After the farm had been sold in 1898, Clara moved to Chicago where she studied decorative design at the School of the Art Institute of Chicago. Shortly after graduating, in September 1900 she and five of her fellow graduates opened the Kalo Shop where they created and sold their crafts, including book plates, jewelry, textiles, metalwork and leather goods. In 1905, she married the metalworker George S. Welles. The following year, the couple transferred their business to the city suburb of Park Ridge where they opened the Kalo Shop Arts Crafts Workshop in a large farmhouse.
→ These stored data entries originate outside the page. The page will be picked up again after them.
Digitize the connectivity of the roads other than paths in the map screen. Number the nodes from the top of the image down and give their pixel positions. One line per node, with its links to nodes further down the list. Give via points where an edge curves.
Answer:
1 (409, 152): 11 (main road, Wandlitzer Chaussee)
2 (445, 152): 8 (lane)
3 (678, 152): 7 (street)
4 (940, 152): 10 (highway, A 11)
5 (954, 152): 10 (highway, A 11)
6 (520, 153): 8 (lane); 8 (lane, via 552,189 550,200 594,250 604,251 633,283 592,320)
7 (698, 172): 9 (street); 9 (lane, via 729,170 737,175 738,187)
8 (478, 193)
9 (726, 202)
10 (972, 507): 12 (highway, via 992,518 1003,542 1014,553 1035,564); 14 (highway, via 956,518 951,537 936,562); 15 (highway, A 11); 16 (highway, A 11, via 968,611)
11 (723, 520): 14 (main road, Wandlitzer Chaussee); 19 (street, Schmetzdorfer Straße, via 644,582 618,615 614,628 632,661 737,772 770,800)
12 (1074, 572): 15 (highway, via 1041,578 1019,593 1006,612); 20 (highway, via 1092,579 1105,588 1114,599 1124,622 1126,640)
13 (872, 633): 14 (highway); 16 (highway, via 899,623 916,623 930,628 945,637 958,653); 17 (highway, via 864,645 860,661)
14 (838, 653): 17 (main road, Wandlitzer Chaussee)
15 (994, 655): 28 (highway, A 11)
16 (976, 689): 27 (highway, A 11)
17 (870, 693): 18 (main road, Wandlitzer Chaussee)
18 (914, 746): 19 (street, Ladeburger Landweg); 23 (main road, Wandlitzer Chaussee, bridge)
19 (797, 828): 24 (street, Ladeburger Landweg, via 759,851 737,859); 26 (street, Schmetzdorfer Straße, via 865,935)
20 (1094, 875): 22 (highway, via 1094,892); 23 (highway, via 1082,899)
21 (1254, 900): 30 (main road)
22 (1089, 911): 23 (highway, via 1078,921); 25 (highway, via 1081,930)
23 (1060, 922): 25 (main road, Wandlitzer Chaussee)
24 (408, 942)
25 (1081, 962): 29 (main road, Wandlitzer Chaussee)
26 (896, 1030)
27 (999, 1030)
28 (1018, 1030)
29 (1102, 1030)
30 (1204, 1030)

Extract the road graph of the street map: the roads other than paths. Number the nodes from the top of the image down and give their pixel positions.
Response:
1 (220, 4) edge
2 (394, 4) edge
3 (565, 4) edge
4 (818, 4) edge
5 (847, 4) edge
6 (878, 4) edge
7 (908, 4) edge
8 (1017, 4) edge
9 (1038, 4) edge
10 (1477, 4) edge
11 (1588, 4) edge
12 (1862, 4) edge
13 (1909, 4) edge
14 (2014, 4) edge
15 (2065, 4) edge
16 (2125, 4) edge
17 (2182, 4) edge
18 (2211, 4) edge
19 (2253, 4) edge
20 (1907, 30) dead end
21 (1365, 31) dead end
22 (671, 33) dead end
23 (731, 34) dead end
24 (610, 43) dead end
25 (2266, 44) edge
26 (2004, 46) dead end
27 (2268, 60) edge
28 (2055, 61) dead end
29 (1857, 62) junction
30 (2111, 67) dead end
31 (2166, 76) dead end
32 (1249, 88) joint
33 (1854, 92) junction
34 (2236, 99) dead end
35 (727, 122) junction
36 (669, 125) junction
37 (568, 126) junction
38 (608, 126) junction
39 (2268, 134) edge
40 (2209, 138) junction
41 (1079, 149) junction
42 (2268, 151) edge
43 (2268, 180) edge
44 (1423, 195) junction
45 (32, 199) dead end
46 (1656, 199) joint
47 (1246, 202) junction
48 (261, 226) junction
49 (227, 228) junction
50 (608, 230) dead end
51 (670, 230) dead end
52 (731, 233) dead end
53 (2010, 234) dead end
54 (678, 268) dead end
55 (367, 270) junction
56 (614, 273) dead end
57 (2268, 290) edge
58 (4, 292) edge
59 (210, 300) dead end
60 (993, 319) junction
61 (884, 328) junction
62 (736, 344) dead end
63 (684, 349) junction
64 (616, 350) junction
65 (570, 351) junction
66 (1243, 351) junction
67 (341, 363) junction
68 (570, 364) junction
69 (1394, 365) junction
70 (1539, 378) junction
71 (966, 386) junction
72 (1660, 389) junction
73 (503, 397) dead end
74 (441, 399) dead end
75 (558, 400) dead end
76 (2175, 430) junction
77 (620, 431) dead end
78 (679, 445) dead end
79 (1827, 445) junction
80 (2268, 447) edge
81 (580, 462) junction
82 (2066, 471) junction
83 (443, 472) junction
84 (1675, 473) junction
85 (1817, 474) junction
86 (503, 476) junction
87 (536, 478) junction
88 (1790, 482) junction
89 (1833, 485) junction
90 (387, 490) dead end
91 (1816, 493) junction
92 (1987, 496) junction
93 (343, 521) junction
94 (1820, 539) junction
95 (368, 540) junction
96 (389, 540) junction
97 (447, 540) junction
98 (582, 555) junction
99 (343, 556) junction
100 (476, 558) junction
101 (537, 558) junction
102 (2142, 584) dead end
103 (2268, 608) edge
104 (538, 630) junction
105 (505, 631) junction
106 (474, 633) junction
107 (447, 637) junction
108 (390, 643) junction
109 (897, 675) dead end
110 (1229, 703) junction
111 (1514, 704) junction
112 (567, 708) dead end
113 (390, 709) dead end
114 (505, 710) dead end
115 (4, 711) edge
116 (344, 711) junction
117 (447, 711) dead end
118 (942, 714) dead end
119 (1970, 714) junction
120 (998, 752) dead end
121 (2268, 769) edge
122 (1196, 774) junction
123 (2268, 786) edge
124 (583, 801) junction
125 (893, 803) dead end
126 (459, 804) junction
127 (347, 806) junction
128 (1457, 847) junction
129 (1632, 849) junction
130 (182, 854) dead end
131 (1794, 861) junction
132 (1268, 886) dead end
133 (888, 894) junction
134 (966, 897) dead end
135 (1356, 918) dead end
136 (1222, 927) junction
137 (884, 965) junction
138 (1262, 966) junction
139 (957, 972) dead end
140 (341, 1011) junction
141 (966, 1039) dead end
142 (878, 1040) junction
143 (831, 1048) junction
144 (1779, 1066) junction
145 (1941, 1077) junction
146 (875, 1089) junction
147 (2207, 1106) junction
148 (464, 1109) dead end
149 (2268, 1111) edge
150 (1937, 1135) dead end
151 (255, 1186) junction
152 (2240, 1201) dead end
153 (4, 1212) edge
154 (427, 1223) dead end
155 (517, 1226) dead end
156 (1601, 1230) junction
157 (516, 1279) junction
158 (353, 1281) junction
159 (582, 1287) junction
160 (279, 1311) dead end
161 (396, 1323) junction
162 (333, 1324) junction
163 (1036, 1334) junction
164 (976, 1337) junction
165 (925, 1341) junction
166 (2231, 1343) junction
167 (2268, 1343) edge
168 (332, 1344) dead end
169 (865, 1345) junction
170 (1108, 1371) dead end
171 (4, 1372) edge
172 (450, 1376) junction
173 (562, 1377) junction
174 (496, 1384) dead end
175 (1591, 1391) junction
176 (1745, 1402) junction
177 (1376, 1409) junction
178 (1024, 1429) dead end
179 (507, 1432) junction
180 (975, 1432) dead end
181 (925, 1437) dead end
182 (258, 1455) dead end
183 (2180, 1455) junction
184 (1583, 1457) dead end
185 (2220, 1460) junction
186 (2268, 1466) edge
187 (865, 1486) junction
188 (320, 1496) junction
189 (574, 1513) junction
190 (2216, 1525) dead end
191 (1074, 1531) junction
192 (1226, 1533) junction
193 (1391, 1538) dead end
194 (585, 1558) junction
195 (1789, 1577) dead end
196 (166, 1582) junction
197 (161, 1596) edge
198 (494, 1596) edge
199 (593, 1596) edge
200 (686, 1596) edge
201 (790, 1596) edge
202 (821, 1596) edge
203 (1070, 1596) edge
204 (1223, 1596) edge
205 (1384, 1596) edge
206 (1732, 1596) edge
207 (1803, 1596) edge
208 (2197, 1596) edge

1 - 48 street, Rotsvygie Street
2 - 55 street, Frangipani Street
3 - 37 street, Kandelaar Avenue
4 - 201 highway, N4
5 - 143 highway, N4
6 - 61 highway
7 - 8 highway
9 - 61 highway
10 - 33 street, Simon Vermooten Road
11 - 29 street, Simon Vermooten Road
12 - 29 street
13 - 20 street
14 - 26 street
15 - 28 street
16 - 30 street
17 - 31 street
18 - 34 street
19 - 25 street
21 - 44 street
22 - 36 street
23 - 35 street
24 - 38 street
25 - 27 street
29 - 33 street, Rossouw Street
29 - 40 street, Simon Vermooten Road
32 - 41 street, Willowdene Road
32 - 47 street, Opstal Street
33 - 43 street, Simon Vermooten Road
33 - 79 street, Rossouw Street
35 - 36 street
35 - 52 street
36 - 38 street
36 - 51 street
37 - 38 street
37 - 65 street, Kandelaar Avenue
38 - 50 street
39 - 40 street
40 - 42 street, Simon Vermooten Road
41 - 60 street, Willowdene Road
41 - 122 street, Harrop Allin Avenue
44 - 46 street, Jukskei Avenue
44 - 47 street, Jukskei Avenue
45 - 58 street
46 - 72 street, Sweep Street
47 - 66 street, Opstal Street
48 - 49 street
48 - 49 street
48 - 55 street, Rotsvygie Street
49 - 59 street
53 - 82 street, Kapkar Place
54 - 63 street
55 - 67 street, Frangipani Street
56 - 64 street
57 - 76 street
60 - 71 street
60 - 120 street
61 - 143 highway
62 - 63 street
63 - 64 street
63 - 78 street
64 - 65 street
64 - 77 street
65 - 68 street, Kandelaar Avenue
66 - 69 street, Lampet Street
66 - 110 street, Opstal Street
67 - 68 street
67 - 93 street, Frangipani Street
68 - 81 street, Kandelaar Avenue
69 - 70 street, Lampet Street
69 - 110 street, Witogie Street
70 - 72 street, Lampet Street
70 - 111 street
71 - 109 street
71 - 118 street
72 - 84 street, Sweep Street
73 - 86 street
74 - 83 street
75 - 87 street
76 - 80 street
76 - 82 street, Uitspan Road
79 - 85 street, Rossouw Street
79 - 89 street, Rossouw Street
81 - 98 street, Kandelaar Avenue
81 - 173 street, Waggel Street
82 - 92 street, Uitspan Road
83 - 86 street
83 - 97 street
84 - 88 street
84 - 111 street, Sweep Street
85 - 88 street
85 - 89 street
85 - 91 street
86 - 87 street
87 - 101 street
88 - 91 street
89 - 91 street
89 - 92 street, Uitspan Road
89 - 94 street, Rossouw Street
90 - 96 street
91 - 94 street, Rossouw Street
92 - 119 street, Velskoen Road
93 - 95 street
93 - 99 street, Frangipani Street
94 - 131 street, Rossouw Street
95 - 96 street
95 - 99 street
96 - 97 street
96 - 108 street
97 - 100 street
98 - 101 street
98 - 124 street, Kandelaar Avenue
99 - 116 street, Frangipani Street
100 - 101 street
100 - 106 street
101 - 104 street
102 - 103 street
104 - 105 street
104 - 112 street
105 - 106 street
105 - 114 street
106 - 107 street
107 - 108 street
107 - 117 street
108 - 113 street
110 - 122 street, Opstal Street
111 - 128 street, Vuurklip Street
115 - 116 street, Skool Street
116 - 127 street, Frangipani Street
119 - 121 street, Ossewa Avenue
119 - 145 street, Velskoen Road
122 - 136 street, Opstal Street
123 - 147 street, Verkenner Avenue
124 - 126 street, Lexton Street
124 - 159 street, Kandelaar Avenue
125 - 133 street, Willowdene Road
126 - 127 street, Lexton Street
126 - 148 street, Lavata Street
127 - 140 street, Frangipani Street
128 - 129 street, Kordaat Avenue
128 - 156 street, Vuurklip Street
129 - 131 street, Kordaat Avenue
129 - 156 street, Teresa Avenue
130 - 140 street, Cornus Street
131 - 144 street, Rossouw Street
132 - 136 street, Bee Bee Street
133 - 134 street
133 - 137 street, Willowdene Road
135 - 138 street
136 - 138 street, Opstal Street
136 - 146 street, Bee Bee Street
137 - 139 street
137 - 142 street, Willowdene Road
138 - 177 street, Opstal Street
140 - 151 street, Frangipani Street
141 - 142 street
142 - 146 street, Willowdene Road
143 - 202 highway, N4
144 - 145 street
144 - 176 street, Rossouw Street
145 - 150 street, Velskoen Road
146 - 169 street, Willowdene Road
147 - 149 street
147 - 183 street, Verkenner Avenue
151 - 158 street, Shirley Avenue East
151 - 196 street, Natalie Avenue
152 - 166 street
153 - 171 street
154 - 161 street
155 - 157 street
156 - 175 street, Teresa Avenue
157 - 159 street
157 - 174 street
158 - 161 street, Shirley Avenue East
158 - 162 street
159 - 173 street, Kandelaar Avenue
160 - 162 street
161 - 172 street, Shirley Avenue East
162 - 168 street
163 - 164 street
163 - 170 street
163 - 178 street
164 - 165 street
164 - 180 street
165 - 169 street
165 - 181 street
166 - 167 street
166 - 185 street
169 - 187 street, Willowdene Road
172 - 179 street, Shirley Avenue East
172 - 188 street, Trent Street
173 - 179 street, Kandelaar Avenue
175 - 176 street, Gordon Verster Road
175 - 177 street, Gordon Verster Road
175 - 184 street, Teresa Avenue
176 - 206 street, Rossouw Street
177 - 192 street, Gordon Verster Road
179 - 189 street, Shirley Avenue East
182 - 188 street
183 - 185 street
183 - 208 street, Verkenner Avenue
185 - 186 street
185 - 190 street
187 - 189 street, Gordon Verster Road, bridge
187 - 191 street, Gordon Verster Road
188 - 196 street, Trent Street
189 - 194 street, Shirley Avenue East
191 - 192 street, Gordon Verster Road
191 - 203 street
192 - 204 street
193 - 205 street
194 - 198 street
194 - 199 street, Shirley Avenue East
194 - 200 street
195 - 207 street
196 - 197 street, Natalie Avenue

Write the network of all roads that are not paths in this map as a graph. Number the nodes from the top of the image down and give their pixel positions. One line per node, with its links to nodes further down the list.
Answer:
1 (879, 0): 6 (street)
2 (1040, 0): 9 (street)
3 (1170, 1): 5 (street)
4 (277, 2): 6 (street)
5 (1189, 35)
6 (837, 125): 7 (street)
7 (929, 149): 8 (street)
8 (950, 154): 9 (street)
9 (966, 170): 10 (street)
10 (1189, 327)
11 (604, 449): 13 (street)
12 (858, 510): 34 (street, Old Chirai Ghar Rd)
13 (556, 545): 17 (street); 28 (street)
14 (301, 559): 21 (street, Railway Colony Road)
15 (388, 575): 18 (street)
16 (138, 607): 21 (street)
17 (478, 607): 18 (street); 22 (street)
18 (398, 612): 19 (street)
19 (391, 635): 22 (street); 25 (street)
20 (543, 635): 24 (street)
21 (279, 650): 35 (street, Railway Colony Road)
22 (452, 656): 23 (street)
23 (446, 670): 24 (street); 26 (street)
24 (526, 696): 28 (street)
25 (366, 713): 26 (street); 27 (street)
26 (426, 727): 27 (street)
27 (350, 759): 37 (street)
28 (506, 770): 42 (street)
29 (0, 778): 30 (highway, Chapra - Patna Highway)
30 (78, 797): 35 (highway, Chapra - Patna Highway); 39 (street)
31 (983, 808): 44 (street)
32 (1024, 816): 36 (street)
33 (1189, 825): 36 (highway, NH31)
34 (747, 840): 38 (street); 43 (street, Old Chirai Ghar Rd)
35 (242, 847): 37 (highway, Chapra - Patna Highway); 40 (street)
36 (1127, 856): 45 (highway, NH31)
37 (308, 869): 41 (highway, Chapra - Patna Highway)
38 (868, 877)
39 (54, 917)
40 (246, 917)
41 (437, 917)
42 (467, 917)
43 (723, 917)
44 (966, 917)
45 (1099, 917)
They hired Art Institute graduates and Scandinavian metalsmiths to produce silverware and jewelry. In addition, they opened a craft school and organized exhibitions. The enterprise became one of the largest businesses in the area, reaching over 50 employees.

In 1910, Clara Barck became involved in the cause for women's suffrage, joining the Chicago Political Equity League. In 1912, she was elected chair of the Park Ridge Improvement Association (now the Twentieth Century Club) and the following year she headed the Parade Committee for the Illinois Delegation in the Votes for Women Procession in Washington, D.C., enthusiastically leading a large contingent of marchers. In 1914, she addressed a rally at Chicago's Auditorium Theatre. Also in 1914, she hosted a fund-raising event in her Kalo Shop together with a group of society women. It was attended by some 100 women who contributed to the melting pots with a piece of gold or silver.

In 1916, her marriage with Welles ended in a divorce, after which she reorganized the Kalo shops and manufacturing operations. In the 1920s, business flourished but under the Great Depression her staff were reduced to just four. In 1936, she relocated the Kalo Shop on Chicago's Michigan Avenue where it remained for the next 34 years.

In the 1940s, Clara Barck Welles moved to San Diego. She died on March 14, 1965, aged 96.